* **Task instructions**
Throughout the entries below, report every line where "edges" is found.

* **Data for the task**
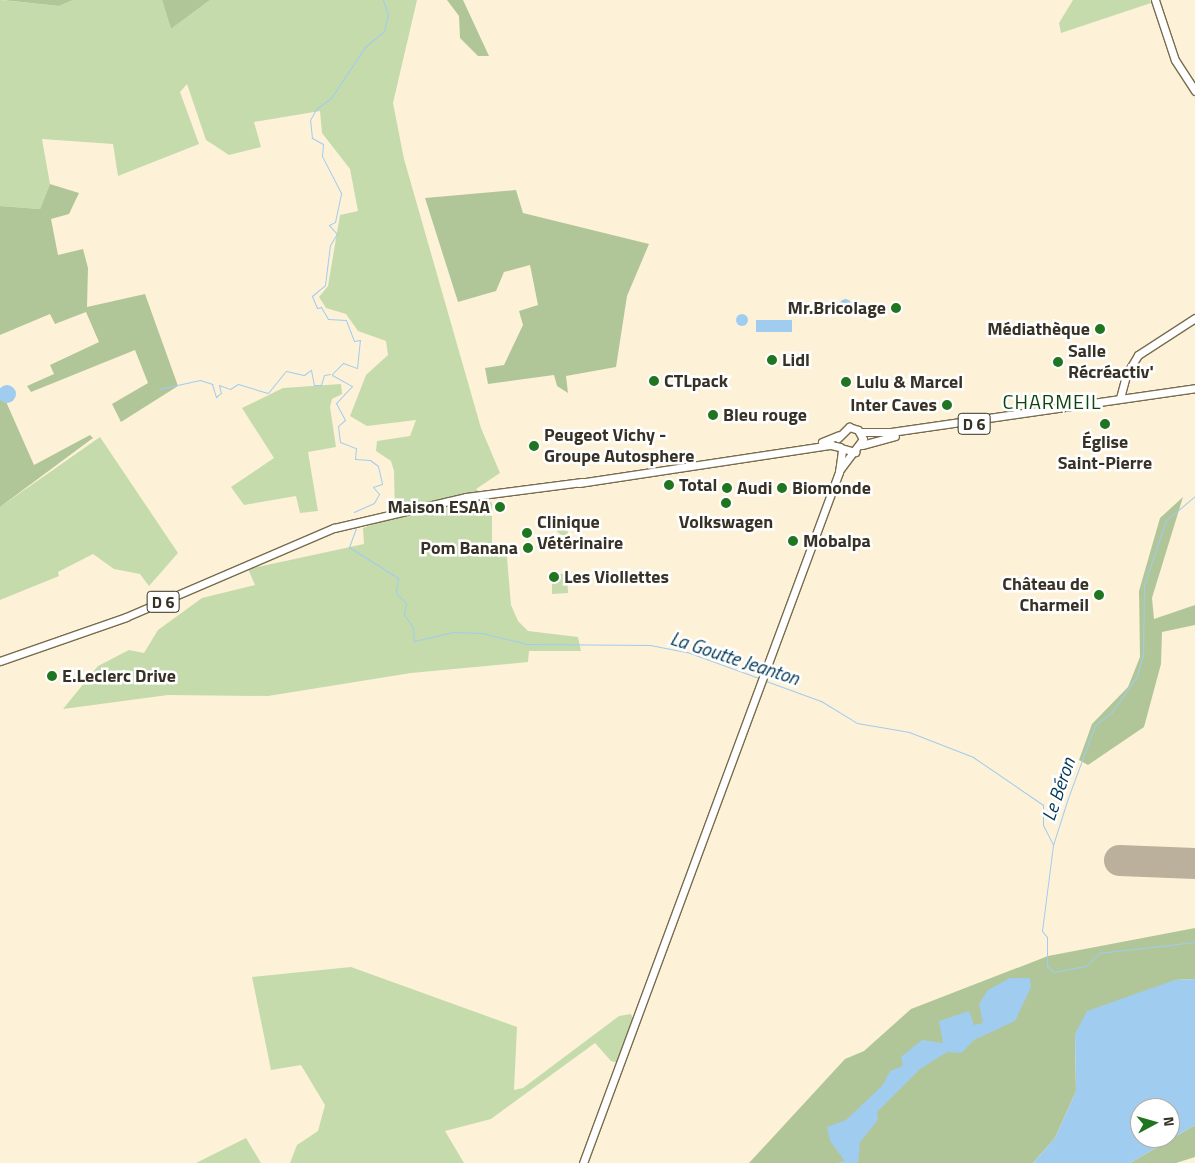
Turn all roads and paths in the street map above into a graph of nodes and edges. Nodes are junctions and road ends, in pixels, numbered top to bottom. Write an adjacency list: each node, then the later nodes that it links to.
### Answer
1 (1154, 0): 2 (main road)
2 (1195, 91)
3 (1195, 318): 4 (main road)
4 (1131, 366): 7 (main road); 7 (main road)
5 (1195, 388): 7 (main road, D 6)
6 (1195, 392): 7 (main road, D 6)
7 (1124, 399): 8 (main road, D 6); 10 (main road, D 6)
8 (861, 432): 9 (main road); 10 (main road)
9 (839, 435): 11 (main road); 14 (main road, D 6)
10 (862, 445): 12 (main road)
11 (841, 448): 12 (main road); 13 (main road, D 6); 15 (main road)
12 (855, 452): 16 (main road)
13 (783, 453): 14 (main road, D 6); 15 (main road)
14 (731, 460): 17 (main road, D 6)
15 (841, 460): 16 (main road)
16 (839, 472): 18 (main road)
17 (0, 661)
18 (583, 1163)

---

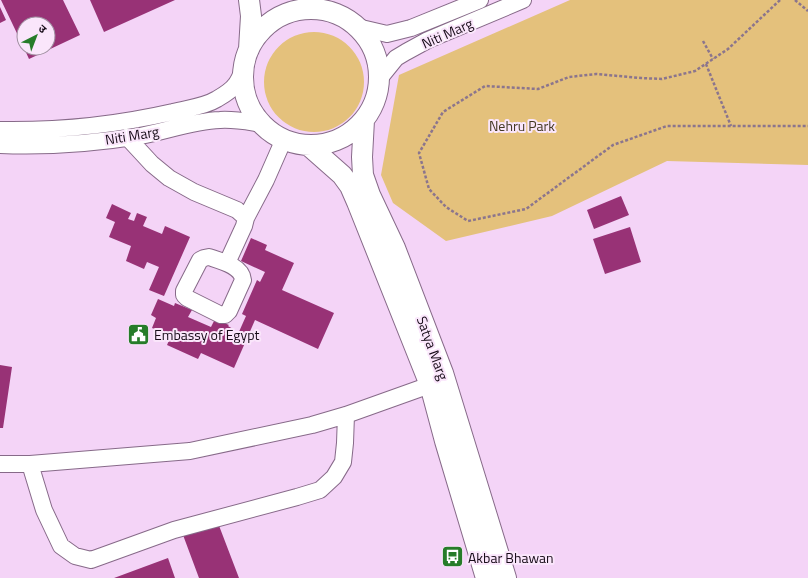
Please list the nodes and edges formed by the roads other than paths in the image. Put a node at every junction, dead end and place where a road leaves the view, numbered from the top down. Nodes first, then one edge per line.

* **Problem solution**
Turn all roads and paths in the street map above into a graph of nodes and edges. Nodes are junctions and road ends, in pixels, numbered top to bottom. Write an adjacency list: each node, then the later nodes that it links to.
Please list the nodes and edges formed by the roads other than paths in the image. Put a node at every junction, dead end and place where a road leaves the view, numbered from the top down. Nodes first, then one edge per line.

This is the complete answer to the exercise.